Presseerklärung
vom 21.12.2009Greenpeace: In Aachen Klimaschutz verstärken Windparks
sollen ausgeweitet werdenAachen, 21.12.2009 - Vor dem Hintergrund
des Versagens der globalen Politik beim Klimagipfel in Kopenhagen fordert Greenpeace
Aachen einen verstärkten Einsatz für Klimaschutz auf der regionalen
Ebene. Greenpeace begrüßt die Pläne der schwarz-grünen Ratsmehrheit
zum Ausbau der Windkraft in Aachen und fordert, auch den Preuswald in die Überlegungen
einzubeziehen. Greenpeace Aachen begrüßt ausdrücklich
die Pläne der schwarz-grünen Koalition, in Aachen den Ausbau der Windkraft
endlich voranzubringen. Ein zügiger Ausbau der regenerativen Energien ist
angesichts des drohenden Klimawandels dringend notwendig. Simon Siemering von
Greenpeace Aachen: "Das grandiose Versagen der Politik in Kopenhagen darf
den Klimaschutz nicht bremsen, sondern muss uns sogar anspornen, ihn auf allen
Ebenen zu verstärken. Aachen kann dazu als Mitglied des Klimabündnisses
einen wichtigen Beitrag leisten - zum Beispiel durch den Bau neuer Windkraftwerke". Als
die Stadt Aachen den Windpark Vetschau vor über zwölf Jahren genehmigt
hat, hatte sie eine Vorreiterrolle inne. Seitdem ist Aachen jedoch ins Hintertreffen
geraten. Windkraft trägt mittlerweile in Deutschland einen Anteil von über
6 % zur Stromerzeugung bei. In Aachen sind es nur 2 %, obwohl noch geeignete Flächen
zur Verfügung stehen. Wie damals setzt sich Greenpeace
Aachen auch jetzt dafür ein, weitere Windkraftanlagen zu bauen, um sauberen
Strom für Aachen zu produzieren. Die Koalition hat hier das Gewerbegebiet
Avantis, den Schneeberg und den Münsterwald ins Gespräch gebracht.
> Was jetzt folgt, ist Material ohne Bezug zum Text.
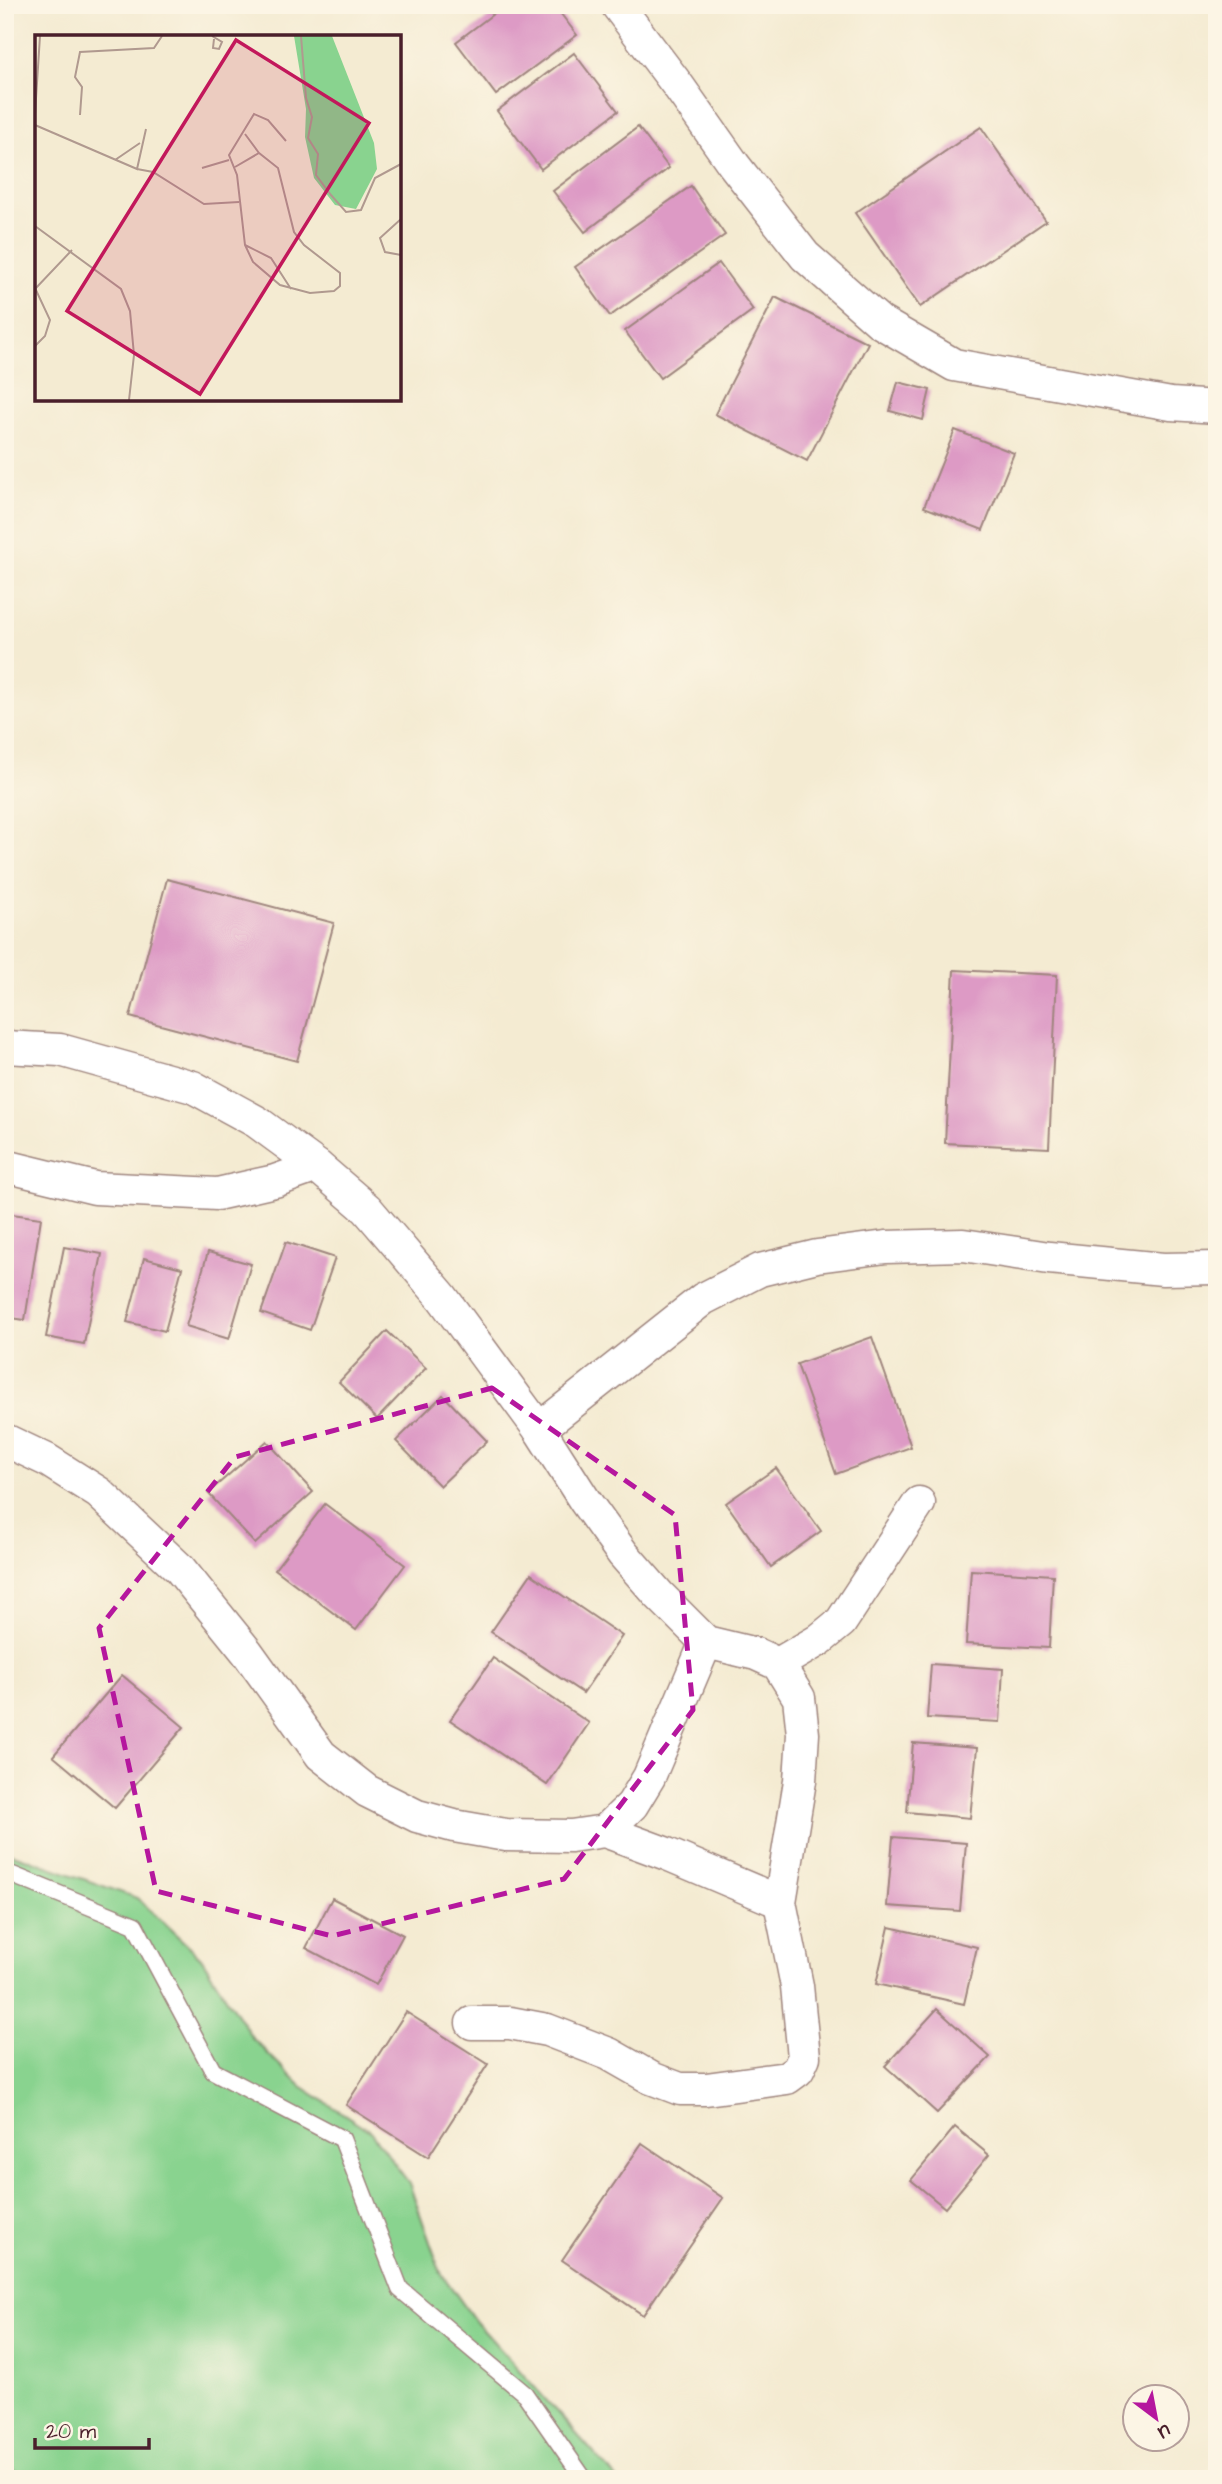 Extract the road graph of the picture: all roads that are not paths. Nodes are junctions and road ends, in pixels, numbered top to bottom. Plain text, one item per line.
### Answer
1 (617, 5) edge
2 (1217, 407) edge
3 (5, 1047) edge
4 (5, 1166) edge
5 (317, 1166) junction
6 (1217, 1268) edge
7 (539, 1429) junction
8 (5, 1440) edge
9 (919, 1503) dead end
10 (706, 1642) junction
11 (778, 1664) junction
12 (605, 1830) junction
13 (5, 1872) edge
14 (780, 1902) junction
15 (472, 2024) dead end
16 (584, 2479) edge

1 - 2 street
3 - 5 street
4 - 5 street
5 - 7 street
6 - 7 street
7 - 10 street
8 - 12 street
9 - 11 street
10 - 11 street
10 - 12 street
11 - 14 street
12 - 14 street
13 - 16 lane
14 - 15 street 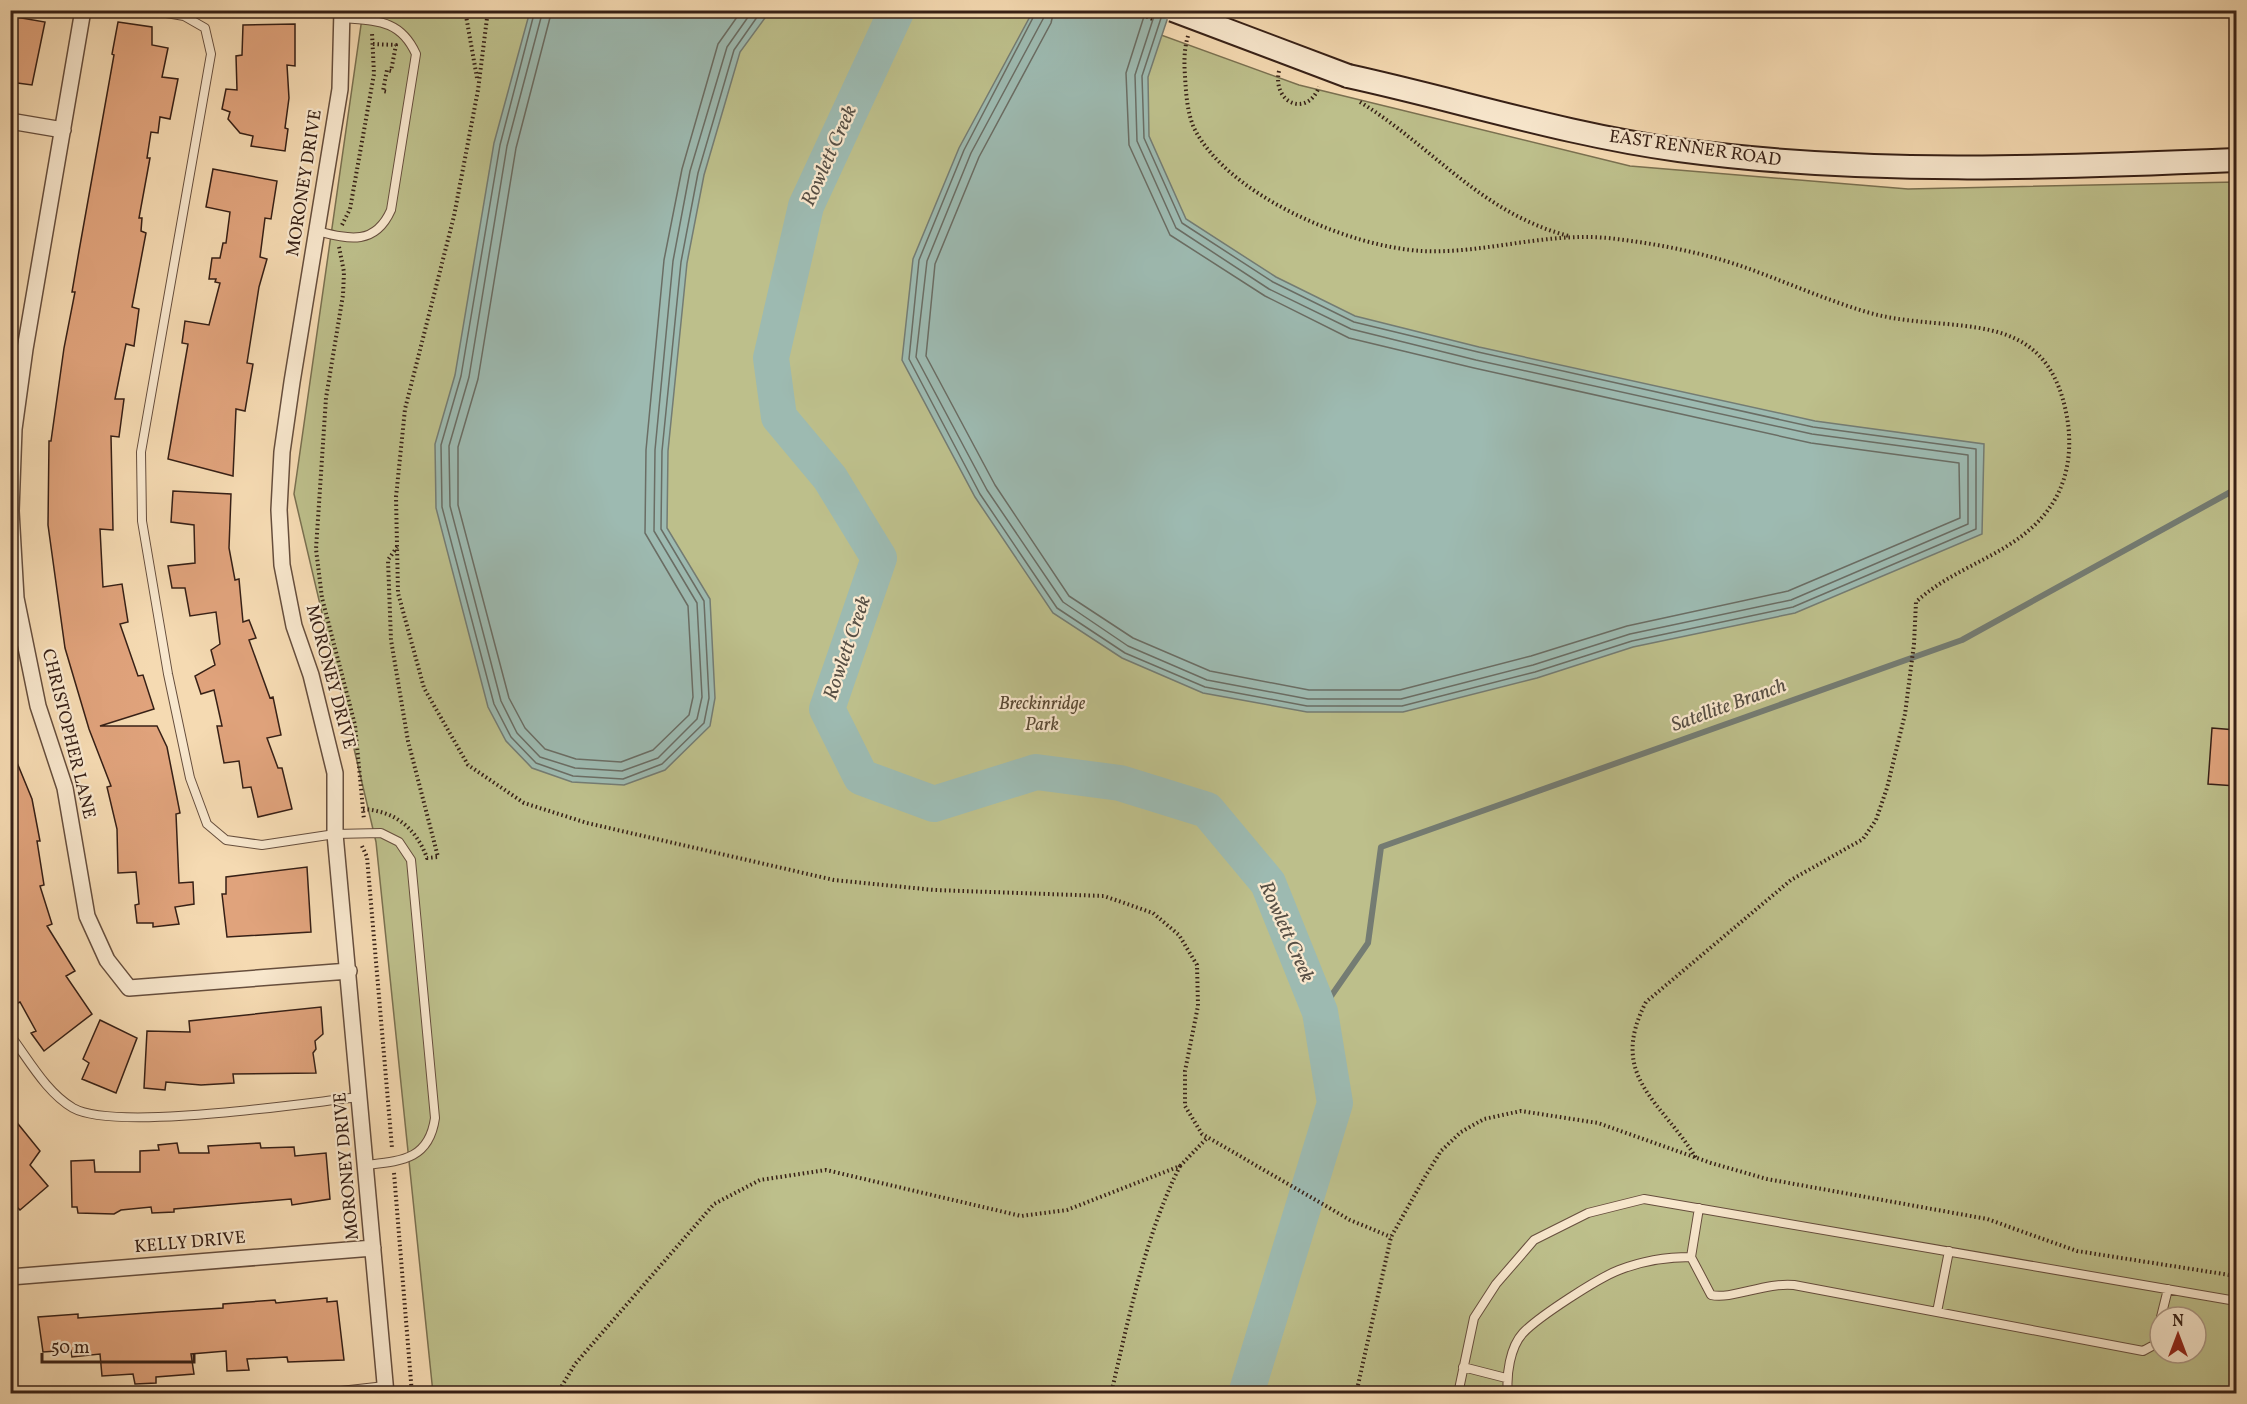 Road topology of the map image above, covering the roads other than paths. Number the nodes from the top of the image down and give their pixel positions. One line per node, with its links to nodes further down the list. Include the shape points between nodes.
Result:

Es
ist zu begrüßen, dass diese Gebiete auf ihre Eignung für die Windkraftnutzung
geprüft werden, und bedauerlich, dass der Preuswald als windreicher Standort
in dieser Reihe fehlt. Dadurch, dass ein Gutachten zum Vogelschutz nur für
die beiden nordwestlichen Gebiete und nicht für den Preuswald erstellt wird,
verspielt die Stadt die Chance, die Eignung aller windreicher Flächen zu
überprüfen. Natürlich haben auch Windkraftanlagen,
genau wie alle anderen Bauwerke, einen Einfluss auf die Umgebung. Es gibt aber
in Deutschland strenge Grenzwerte zum Schutz der Anwohner vor Geräuschentwicklung
und Schattenwurf. Greenpeace Aachen hat dazu ein Merkblatt entwickelt. Greenpeace
hält im Übrigen ein Repowering (Ersatz bestehender Windräder durch
neue, größere Anlagen) im Windpark Vetschau, die vor allem Windkraftgegner
zur Sprache brachten, zum jetzigen Zeitpunkt nicht für sinnvoll, da die bestehenden
Anlagen zuverlässig Strom produzieren und voraussichtlich noch viele Jahre
laufen können, bevor sie ersetzt werden müssen. Greenpeace
fordert, den Preuswald in die Überlegungen zum Ausbau der Windkraft mit aufzunehmen
und das Prüfverfahren - wie angekündigt - rasch voranzubringen und innerhalb
der Ratsperiode abzuschließen. Greenpeace kämpft
weltweit in vielen Ländern für den Klimaschutz.